Work through the records that follow and return each line containing the word "order".
::::::::
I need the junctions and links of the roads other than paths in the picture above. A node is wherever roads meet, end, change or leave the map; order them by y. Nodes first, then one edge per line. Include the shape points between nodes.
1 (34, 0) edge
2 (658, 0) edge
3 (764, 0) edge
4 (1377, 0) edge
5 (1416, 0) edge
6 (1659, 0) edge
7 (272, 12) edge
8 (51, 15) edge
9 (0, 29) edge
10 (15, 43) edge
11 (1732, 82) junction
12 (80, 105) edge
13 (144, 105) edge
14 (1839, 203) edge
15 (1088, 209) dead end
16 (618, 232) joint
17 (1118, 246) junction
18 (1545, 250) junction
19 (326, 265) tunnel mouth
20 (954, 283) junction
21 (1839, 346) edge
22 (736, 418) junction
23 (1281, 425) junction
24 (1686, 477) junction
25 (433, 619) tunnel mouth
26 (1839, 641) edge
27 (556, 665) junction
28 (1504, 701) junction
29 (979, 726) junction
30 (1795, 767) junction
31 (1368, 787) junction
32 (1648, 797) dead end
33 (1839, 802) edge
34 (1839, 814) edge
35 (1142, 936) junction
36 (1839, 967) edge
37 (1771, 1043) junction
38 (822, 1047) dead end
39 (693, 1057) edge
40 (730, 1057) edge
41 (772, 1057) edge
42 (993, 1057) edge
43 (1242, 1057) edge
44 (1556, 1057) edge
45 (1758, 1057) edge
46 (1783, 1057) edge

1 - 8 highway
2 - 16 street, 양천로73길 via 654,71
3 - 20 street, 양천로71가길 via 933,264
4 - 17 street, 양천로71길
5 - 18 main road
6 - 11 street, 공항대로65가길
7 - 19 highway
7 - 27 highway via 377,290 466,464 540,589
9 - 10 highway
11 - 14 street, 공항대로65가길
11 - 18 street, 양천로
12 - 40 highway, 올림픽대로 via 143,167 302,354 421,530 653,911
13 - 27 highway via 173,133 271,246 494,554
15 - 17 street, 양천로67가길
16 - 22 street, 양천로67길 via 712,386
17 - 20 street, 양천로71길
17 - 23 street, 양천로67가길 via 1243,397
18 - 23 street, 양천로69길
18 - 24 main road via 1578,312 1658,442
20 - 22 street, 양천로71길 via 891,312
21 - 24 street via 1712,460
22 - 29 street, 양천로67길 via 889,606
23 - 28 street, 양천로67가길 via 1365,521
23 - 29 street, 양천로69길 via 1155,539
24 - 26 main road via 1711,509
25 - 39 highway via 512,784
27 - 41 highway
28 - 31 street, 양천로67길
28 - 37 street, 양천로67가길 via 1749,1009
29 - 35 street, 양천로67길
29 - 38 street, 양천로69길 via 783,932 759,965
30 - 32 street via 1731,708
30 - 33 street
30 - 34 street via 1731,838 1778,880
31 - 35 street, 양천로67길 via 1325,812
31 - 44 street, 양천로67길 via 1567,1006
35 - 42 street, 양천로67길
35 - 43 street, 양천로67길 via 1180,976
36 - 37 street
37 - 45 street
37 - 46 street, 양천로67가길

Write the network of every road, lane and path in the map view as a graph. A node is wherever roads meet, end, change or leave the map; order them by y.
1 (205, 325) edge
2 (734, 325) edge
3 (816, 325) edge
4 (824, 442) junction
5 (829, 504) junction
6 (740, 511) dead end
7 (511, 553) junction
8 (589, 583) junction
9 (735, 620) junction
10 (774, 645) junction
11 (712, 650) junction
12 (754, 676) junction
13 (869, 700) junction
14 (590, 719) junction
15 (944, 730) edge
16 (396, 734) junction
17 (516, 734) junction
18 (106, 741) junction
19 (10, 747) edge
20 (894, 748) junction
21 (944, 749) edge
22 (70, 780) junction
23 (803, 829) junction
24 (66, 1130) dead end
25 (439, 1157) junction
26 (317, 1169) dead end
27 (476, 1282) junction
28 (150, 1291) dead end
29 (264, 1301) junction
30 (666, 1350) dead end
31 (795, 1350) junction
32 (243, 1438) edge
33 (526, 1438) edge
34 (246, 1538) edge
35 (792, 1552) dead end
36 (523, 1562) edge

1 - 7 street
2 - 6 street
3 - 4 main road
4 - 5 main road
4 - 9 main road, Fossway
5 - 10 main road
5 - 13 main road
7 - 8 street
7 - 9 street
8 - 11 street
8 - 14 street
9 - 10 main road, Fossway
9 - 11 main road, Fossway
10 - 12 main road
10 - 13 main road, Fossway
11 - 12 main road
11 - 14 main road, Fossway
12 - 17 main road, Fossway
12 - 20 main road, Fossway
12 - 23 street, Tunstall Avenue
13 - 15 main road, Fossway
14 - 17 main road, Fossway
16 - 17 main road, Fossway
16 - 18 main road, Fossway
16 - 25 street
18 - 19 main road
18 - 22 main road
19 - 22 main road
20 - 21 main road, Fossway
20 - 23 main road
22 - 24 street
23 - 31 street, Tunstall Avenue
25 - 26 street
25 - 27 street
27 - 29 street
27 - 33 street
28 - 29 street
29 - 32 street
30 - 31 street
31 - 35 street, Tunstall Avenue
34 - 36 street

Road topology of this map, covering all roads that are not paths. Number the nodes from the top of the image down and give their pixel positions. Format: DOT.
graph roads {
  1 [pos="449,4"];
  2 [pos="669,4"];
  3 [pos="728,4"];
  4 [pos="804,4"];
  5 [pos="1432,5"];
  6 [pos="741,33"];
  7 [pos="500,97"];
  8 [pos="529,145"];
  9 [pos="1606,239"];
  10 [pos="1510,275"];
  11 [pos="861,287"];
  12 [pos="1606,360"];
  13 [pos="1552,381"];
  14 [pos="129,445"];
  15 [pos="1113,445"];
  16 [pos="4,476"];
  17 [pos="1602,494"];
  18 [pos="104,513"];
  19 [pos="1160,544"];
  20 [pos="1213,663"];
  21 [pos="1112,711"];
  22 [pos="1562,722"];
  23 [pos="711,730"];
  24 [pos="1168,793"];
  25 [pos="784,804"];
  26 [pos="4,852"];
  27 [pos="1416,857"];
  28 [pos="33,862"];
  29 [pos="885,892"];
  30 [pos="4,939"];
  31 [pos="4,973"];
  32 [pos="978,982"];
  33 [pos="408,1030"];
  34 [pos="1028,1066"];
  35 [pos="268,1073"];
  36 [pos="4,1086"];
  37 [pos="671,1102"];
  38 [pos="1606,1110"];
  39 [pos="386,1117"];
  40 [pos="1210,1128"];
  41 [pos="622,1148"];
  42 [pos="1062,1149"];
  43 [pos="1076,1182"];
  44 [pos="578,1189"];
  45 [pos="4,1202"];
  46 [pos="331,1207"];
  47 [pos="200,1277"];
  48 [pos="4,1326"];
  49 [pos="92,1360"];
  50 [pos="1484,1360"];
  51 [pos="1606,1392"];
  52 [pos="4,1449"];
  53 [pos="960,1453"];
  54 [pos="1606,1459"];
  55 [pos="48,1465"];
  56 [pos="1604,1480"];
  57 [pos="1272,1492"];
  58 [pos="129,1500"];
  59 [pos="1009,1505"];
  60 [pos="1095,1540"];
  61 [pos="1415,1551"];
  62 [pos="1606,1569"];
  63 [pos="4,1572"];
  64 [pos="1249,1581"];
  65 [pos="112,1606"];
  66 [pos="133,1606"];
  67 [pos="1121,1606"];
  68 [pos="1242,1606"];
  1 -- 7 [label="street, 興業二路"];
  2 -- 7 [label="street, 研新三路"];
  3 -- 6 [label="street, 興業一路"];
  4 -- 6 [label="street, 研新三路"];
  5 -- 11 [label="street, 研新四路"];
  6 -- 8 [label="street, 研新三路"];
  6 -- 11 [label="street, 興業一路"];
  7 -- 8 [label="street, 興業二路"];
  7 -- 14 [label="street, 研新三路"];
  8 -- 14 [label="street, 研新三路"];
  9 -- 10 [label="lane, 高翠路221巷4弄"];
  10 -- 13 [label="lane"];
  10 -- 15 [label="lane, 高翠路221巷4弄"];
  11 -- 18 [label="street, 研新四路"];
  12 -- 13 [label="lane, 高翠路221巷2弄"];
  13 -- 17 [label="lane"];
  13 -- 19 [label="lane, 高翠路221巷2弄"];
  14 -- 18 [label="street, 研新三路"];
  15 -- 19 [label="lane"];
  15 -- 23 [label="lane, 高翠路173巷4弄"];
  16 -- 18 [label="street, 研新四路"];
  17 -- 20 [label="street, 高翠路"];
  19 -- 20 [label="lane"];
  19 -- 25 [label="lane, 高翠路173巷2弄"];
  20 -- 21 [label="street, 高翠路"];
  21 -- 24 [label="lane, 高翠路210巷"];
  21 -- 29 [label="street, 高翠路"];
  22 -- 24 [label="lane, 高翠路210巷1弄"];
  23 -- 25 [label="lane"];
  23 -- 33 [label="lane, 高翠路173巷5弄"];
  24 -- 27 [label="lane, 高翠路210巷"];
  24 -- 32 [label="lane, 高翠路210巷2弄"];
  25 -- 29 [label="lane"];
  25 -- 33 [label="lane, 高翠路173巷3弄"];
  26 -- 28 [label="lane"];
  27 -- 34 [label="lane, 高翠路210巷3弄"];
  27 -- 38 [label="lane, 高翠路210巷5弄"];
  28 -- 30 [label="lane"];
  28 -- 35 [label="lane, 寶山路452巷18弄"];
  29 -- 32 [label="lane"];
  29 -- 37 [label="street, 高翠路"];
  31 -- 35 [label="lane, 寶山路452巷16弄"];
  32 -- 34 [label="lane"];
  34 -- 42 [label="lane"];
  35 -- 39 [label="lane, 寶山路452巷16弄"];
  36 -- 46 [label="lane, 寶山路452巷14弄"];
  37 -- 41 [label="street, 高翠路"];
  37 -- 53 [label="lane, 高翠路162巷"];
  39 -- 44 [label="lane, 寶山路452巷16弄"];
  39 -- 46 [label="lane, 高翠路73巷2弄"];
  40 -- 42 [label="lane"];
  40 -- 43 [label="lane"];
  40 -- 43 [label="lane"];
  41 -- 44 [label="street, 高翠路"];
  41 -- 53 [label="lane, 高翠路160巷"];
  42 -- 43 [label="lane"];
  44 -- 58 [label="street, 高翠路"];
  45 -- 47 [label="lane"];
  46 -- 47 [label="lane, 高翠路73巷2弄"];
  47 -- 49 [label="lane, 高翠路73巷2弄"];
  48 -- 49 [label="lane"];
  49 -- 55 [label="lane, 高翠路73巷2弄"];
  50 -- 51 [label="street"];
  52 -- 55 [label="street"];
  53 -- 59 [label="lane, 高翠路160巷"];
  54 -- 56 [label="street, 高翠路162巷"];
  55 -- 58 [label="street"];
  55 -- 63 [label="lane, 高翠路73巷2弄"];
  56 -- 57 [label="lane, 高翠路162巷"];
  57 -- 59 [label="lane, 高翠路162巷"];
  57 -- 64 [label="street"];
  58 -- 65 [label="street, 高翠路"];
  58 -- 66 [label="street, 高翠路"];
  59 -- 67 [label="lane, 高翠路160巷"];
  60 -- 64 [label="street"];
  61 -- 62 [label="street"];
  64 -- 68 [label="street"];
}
::::::::
■ **The completed task**:
I need the junctions and links of the roads other than paths in the picture above. A node is wherever roads meet, end, change or leave the map; order them by y. Nodes first, then one edge per line. Include the shape points between nodes.
Write the network of every road, lane and path in the map view as a graph. A node is wherever roads meet, end, change or leave the map; order them by y.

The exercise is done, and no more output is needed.